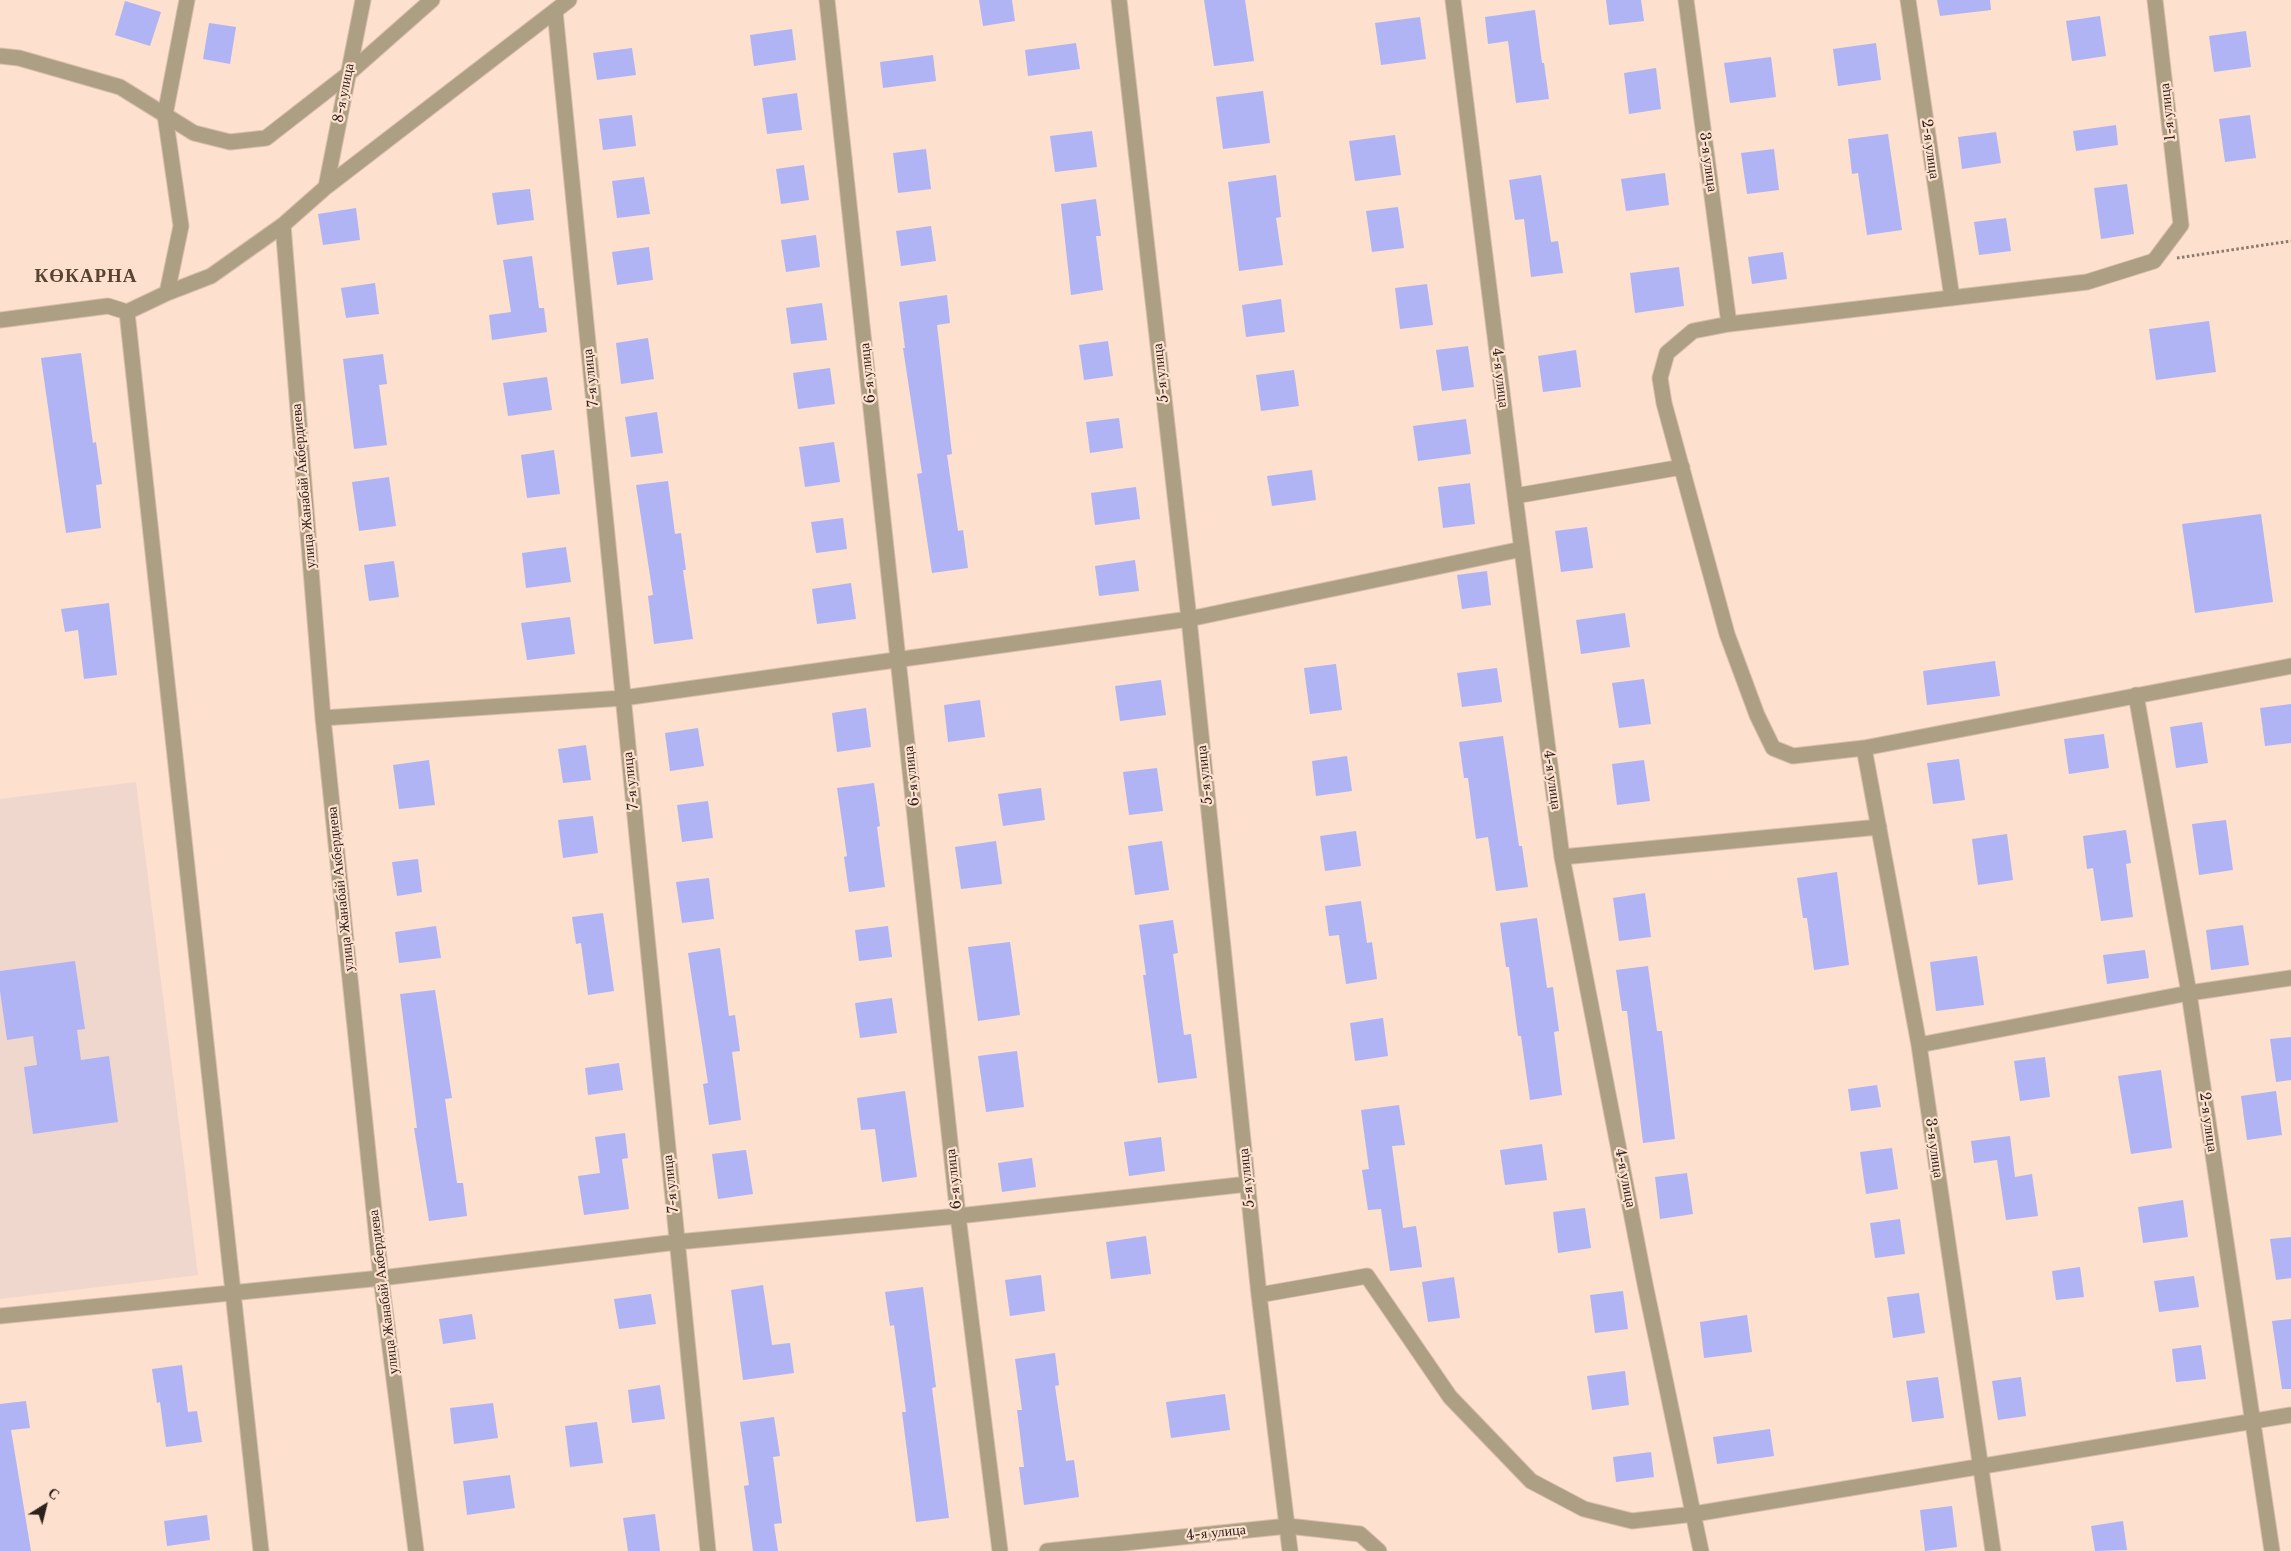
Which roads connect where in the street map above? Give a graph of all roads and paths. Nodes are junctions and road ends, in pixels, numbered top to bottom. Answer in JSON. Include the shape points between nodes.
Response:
{"nodes":[{"id":1,"x":187,"y":0,"type":"edge"},
{"id":2,"x":363,"y":0,"type":"edge"},
{"id":3,"x":432,"y":0,"type":"edge"},
{"id":4,"x":569,"y":0,"type":"edge"},
{"id":5,"x":827,"y":0,"type":"edge"},
{"id":6,"x":1119,"y":0,"type":"edge"},
{"id":7,"x":1453,"y":0,"type":"edge"},
{"id":8,"x":1686,"y":0,"type":"edge"},
{"id":9,"x":1908,"y":0,"type":"edge"},
{"id":10,"x":2156,"y":0,"type":"edge"},
{"id":11,"x":555,"y":11,"type":"junction"},
{"id":12,"x":0,"y":56,"type":"edge"},
{"id":13,"x":347,"y":75,"type":"junction"},
{"id":14,"x":165,"y":114,"type":"junction"},
{"id":15,"x":326,"y":187,"type":"junction"},
{"id":16,"x":283,"y":225,"type":"junction"},
{"id":17,"x":2291,"y":241,"type":"edge"},
{"id":18,"x":2154,"y":261,"type":"junction"},
{"id":19,"x":167,"y":293,"type":"junction"},
{"id":20,"x":1952,"y":298,"type":"junction"},
{"id":21,"x":127,"y":312,"type":"junction"},
{"id":22,"x":0,"y":320,"type":"edge"},
{"id":23,"x":1729,"y":324,"type":"junction"},
{"id":24,"x":1682,"y":467,"type":"junction"},
{"id":25,"x":1514,"y":496,"type":"junction"},
{"id":26,"x":1522,"y":549,"type":"junction"},
{"id":27,"x":1189,"y":619,"type":"junction"},
{"id":28,"x":899,"y":659,"type":"junction"},
{"id":29,"x":2291,"y":666,"type":"edge"},
{"id":30,"x":2136,"y":695,"type":"junction"},
{"id":31,"x":623,"y":698,"type":"junction"},
{"id":32,"x":323,"y":718,"type":"junction"},
{"id":33,"x":1864,"y":748,"type":"junction"},
{"id":34,"x":1878,"y":826,"type":"junction"},
{"id":35,"x":1562,"y":857,"type":"junction"},
{"id":36,"x":2291,"y":978,"type":"edge"},
{"id":37,"x":2189,"y":994,"type":"junction"},
{"id":38,"x":1919,"y":1045,"type":"junction"},
{"id":39,"x":1248,"y":1184,"type":"junction"},
{"id":40,"x":958,"y":1216,"type":"junction"},
{"id":41,"x":677,"y":1242,"type":"junction"},
{"id":42,"x":381,"y":1278,"type":"junction"},
{"id":43,"x":234,"y":1292,"type":"junction"},
{"id":44,"x":1259,"y":1295,"type":"junction"},
{"id":45,"x":0,"y":1316,"type":"edge"},
{"id":46,"x":2291,"y":1415,"type":"edge"},
{"id":47,"x":2252,"y":1422,"type":"junction"},
{"id":48,"x":1981,"y":1466,"type":"junction"},
{"id":49,"x":1694,"y":1514,"type":"junction"},
{"id":50,"x":1288,"y":1526,"type":"junction"},
{"id":51,"x":261,"y":1551,"type":"edge"},
{"id":52,"x":416,"y":1551,"type":"edge"},
{"id":53,"x":708,"y":1551,"type":"edge"},
{"id":54,"x":1000,"y":1551,"type":"edge"},
{"id":55,"x":1047,"y":1551,"type":"edge"},
{"id":56,"x":1290,"y":1551,"type":"edge"},
{"id":57,"x":1379,"y":1551,"type":"edge"},
{"id":58,"x":1701,"y":1551,"type":"edge"},
{"id":59,"x":1993,"y":1551,"type":"edge"},
{"id":60,"x":2272,"y":1551,"type":"edge"}],
"edges":[{"from":1,"to":14,"type":"street"},
{"from":2,"to":13,"type":"street","name":"8-я улица"},
{"from":3,"to":13,"type":"street"},
{"from":4,"to":11,"type":"street"},
{"from":5,"to":28,"type":"street","name":"6-я улица"},
{"from":6,"to":27,"type":"street","name":"5-я улица"},
{"from":7,"to":25,"type":"street","name":"4-я улица"},
{"from":8,"to":23,"type":"street","name":"3-я улица"},
{"from":9,"to":20,"type":"street","name":"2-я улица"},
{"from":10,"to":18,"type":"street","name":"1-я улица","via":[[2181,225]]},
{"from":11,"to":15,"type":"street"},
{"from":11,"to":31,"type":"street","name":"7-я улица"},
{"from":12,"to":14,"type":"street","via":[[19,58],[120,87]]},
{"from":13,"to":14,"type":"street","via":[[266,138],[230,142],[194,133]]},
{"from":13,"to":15,"type":"street","name":"8-я улица"},
{"from":14,"to":19,"type":"street","via":[[182,226]]},
{"from":15,"to":16,"type":"street"},
{"from":16,"to":19,"type":"street","via":[[211,276]]},
{"from":16,"to":32,"type":"street","name":"улица Жанабай Акбердиева"},
{"from":17,"to":18,"type":"path"},
{"from":18,"to":20,"type":"street","via":[[2087,282]]},
{"from":19,"to":21,"type":"street"},
{"from":20,"to":23,"type":"street"},
{"from":21,"to":22,"type":"street","via":[[108,306]]},
{"from":21,"to":43,"type":"street"},
{"from":23,"to":24,"type":"street","via":[[1693,331],[1667,353],[1660,378]]},
{"from":24,"to":25,"type":"street"},
{"from":24,"to":33,"type":"street","via":[[1727,634],[1773,748],[1792,756]]},
{"from":25,"to":26,"type":"street","name":"4-я улица"},
{"from":26,"to":27,"type":"street"},
{"from":26,"to":35,"type":"street","name":"4-я улица"},
{"from":27,"to":28,"type":"street"},
{"from":27,"to":39,"type":"street","name":"5-я улица"},
{"from":28,"to":31,"type":"street"},
{"from":28,"to":40,"type":"street","name":"6-я улица"},
{"from":29,"to":30,"type":"street"},
{"from":30,"to":33,"type":"street"},
{"from":30,"to":37,"type":"street","name":"2-я улица"},
{"from":31,"to":32,"type":"street"},
{"from":31,"to":41,"type":"street","name":"7-я улица"},
{"from":32,"to":42,"type":"street","name":"улица Жанабай Акбердиева"},
{"from":33,"to":34,"type":"street","name":"3-я улица"},
{"from":34,"to":35,"type":"street"},
{"from":34,"to":38,"type":"street","name":"3-я улица"},
{"from":35,"to":49,"type":"street","name":"4-я улица","via":[[1645,1284]]},
{"from":36,"to":37,"type":"street"},
{"from":37,"to":38,"type":"street"},
{"from":37,"to":47,"type":"street","name":"2-я улица"},
{"from":38,"to":48,"type":"street","name":"3-я улица"},
{"from":39,"to":40,"type":"street"},
{"from":39,"to":44,"type":"street","name":"5-я улица"},
{"from":40,"to":41,"type":"street"},
{"from":40,"to":54,"type":"street","name":"6-я улица"},
{"from":41,"to":42,"type":"street"},
{"from":41,"to":53,"type":"street","name":"7-я улица"},
{"from":42,"to":43,"type":"street"},
{"from":42,"to":52,"type":"street","name":"улица Жанабай Акбердиева"},
{"from":43,"to":45,"type":"street"},
{"from":43,"to":51,"type":"street"},
{"from":44,"to":49,"type":"street","via":[[1367,1276],[1450,1397],[1530,1481],[1584,1509],[1632,1521]]},
{"from":44,"to":50,"type":"street","name":"5-я улица"},
{"from":46,"to":47,"type":"street"},
{"from":47,"to":48,"type":"street"},
{"from":47,"to":60,"type":"street","name":"2-я улица"},
{"from":48,"to":49,"type":"street"},
{"from":48,"to":59,"type":"street","name":"3-я улица"},
{"from":49,"to":58,"type":"street","name":"4-я улица"},
{"from":50,"to":55,"type":"street","name":"4-я улица"},
{"from":50,"to":56,"type":"street","name":"5-я улица"},
{"from":50,"to":57,"type":"street","name":"4-я улица","via":[[1360,1534]]}]}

-=-=-=-=-

**What this task involves**
When a line in the listing has the word "Акбердиева", return that line.

**Completed exercise**
{"from":16,"to":32,"type":"street","name":"улица Жанабай Акбердиева"},
{"from":32,"to":42,"type":"street","name":"улица Жанабай Акбердиева"},
{"from":42,"to":52,"type":"street","name":"улица Жанабай Акбердиева"},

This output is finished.